Bu durumda iki şey birden ortaya çıkar: Önceki süreçteki
durumun avantaji ve dezavantajı. Dezavantaj sürecin yeni durumuna olan
yabancılıktır çünkü daha önce bu tür konulara olan ilgisi çok tali kalmıştır.
Gerçi bu ilgi ne kadar fazla da olsa son tahlilde bir yetenek ancak süreç ona
esaslı bir ihtiyaç gösterdiğinde gelişir. Ancak ileriyi görmek sayesinde daha
sonraki sürece az da olsa hazırlanmak şüphesiz oldukça faydalı olur. Sonuç
olarak ana enerjisini bir önceki sürece teksif eden yeni bir süreçte
başlangıçta geride kalır; bu dezavantajdır.
Avantaj ise bir önceki sürecin şartların olanaklı kıldığı
ölçüde son derece iyi bilinmesi ve dolayısıyla bu yeni süreçte ana enerjinin bu
alana verilebilmesidir. Böylece başlangıçta geride kalan bu kişi kısa sürede
diğerlerine yetişebilir. Bahsedilen bu ikinci aşama organizasyon olarak
adlandırılabilir.
Ardından üçüncü aşama daha gelir: Pratik. Yalnız bu insanın
hayatında bu noktada bir değişim olur: Yetersiz ölçüde bile olsa üçüncü
aşamanın gerekleri ikinci aşama içinde hazırlanır. Ve bu da ileride büyük fayda
sağlayacaktır.
Şimdi tüm bu üç aşamayı bir bütün içinde incelersek: İdeal
gelişim; her aşamada ana ihtiyaç noktasına enerjinin çoğunu vermek ama bu arada
geleceği de gözleyerek ileri aşamaların gerektireceği hazırlıklara girişmektir.
Böylece yeni aşama geldiğinde bir süre için de olsa yabancılık çekilmez.

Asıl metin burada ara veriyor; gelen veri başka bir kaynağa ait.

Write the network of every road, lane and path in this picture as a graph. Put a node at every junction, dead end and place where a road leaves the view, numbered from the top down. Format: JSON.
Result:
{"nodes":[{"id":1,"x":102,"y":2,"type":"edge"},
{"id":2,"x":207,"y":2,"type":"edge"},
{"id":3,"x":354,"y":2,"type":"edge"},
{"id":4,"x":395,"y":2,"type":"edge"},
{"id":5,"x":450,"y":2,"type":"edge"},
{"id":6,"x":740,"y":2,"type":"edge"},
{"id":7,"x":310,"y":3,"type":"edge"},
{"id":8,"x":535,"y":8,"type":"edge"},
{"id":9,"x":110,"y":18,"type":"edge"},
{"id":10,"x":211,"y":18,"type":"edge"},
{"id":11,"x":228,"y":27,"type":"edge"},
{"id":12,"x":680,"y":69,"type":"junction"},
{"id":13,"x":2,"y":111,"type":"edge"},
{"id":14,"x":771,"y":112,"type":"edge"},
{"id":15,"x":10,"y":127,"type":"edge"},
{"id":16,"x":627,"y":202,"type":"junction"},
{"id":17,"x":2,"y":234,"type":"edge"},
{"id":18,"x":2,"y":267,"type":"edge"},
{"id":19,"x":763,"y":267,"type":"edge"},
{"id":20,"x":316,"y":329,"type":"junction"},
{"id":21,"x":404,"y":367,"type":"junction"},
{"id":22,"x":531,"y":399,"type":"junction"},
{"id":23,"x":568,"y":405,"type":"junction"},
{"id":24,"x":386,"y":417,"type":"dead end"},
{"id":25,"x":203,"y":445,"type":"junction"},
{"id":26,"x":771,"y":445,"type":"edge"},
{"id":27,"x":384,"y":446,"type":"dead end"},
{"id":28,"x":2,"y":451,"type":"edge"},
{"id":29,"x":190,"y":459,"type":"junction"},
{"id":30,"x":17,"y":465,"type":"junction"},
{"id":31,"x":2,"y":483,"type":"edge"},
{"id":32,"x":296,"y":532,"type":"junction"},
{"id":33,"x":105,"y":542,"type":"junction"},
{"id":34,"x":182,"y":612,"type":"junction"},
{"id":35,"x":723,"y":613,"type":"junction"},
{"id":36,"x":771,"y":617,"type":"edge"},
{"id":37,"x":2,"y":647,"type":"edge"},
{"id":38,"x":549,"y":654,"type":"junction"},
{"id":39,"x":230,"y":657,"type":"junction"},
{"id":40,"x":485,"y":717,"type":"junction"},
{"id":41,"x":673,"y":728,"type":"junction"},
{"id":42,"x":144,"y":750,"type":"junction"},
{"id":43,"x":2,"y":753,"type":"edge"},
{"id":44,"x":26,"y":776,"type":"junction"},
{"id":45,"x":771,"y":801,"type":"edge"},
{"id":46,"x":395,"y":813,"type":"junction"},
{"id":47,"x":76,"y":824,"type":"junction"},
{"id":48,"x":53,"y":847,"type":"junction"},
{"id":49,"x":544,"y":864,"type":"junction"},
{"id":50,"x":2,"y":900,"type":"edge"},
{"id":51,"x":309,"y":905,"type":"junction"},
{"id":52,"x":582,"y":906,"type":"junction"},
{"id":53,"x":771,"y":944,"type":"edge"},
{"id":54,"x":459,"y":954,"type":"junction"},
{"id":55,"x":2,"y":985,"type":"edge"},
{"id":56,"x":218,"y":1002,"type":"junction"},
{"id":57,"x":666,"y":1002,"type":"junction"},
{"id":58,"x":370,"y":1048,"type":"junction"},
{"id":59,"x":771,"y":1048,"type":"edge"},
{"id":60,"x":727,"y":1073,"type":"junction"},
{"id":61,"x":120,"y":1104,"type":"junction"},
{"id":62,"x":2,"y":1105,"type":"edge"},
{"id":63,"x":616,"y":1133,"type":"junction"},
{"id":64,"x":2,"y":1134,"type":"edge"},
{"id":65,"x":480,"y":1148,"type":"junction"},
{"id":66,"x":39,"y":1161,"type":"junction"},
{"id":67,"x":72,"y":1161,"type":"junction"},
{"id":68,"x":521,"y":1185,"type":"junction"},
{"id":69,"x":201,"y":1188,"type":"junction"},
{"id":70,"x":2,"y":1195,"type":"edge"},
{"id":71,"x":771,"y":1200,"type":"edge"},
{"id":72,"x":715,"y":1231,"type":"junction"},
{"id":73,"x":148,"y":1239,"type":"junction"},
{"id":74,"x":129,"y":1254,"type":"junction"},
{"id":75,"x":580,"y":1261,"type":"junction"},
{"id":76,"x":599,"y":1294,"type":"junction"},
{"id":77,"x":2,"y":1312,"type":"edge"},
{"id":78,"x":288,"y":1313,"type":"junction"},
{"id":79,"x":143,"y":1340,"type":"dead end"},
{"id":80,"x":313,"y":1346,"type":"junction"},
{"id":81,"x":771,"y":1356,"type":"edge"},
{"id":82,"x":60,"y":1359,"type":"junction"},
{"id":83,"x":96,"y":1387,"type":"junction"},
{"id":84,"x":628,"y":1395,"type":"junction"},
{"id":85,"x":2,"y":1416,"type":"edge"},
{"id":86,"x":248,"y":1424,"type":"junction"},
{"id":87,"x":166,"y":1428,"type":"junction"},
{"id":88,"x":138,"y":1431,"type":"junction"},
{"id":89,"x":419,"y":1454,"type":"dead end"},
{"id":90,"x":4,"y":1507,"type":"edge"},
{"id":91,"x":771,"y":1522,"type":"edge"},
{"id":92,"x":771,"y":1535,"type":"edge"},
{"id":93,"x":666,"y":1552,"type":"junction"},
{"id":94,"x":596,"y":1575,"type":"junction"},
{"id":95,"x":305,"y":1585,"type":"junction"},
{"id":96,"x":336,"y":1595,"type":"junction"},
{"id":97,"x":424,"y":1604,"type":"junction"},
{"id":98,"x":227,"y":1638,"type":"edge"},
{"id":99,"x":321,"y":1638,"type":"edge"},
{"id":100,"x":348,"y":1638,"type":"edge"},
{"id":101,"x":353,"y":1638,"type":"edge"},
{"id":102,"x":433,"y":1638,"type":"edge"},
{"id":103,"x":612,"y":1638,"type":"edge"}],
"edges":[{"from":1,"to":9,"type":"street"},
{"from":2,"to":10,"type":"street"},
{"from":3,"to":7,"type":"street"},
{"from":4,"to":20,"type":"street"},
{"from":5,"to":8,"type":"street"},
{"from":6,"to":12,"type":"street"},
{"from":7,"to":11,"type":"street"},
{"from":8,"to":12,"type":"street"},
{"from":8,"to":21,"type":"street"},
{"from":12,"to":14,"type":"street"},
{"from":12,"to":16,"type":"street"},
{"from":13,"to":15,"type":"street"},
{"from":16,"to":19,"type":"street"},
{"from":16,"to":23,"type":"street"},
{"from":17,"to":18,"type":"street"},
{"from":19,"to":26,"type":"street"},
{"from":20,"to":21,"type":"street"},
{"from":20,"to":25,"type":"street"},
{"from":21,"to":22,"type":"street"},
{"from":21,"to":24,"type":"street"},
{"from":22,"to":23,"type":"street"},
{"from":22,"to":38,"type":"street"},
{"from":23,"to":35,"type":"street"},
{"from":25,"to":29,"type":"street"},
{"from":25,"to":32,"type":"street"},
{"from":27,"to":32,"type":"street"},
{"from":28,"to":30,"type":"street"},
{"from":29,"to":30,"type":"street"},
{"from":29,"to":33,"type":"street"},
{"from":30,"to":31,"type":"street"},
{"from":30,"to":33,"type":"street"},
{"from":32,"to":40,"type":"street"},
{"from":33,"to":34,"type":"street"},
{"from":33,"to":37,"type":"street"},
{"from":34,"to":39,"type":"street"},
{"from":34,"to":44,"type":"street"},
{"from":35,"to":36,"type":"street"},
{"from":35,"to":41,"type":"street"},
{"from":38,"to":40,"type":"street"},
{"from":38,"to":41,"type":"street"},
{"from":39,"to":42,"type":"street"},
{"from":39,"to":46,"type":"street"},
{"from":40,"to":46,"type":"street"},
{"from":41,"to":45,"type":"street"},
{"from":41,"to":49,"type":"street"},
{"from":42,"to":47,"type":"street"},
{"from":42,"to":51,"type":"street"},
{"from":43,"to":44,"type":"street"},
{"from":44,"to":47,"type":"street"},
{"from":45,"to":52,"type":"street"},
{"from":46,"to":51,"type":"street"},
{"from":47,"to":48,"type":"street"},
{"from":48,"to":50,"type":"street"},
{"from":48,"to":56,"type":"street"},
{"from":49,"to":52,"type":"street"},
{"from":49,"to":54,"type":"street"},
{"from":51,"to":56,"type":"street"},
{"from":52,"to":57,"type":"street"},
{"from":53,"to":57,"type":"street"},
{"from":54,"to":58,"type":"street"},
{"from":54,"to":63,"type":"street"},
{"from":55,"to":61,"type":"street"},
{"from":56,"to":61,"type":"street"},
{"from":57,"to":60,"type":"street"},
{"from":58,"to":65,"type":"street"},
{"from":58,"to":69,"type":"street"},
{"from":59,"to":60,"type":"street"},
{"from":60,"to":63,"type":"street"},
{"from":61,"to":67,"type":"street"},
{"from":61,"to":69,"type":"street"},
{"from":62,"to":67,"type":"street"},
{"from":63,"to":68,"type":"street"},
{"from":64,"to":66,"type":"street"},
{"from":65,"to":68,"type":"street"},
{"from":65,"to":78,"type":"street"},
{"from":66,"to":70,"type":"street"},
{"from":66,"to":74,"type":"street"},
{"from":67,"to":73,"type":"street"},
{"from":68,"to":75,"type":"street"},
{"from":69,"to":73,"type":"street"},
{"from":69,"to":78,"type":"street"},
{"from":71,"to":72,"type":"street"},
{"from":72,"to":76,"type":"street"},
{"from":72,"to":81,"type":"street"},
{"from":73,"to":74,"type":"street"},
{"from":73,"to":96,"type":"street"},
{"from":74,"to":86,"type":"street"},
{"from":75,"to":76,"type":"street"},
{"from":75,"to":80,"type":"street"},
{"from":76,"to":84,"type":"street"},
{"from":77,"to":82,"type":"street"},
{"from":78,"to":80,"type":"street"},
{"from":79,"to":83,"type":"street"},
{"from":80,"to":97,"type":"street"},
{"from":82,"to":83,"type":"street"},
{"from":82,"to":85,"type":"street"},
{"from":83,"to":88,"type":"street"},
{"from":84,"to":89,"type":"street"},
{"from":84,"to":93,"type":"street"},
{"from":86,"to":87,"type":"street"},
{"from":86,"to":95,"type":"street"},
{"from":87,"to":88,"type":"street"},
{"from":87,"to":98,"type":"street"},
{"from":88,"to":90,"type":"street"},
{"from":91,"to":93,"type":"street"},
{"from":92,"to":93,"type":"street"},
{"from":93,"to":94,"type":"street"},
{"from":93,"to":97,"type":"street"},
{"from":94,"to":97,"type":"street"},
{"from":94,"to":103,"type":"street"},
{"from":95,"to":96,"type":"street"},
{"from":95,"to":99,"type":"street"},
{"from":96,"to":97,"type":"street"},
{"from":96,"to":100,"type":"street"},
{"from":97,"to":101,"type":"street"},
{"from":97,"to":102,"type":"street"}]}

İkinci nokta; her üç aşamada kazanılan, geliştirilen
yeteneklerin yanyana gelişmemesi, birbirleriyle bütünleşmesidir. Böylece iyi
ama ayrı ayrı üç unsur değil; tek, bütünleşmiş bir unsur meydana çıkar. Bu hiç
de kolay bir iş değildir aslında. Çünkü bir yandan ana enerjiyi sürecin
gerektirdiği yöne yığarken, diğer yandan yeni öğrenilen şeylere göre eskiden
bilinenleri de düzenlemek gerekir. Bütünleşme ancak böyle sağlanabilir çünkü.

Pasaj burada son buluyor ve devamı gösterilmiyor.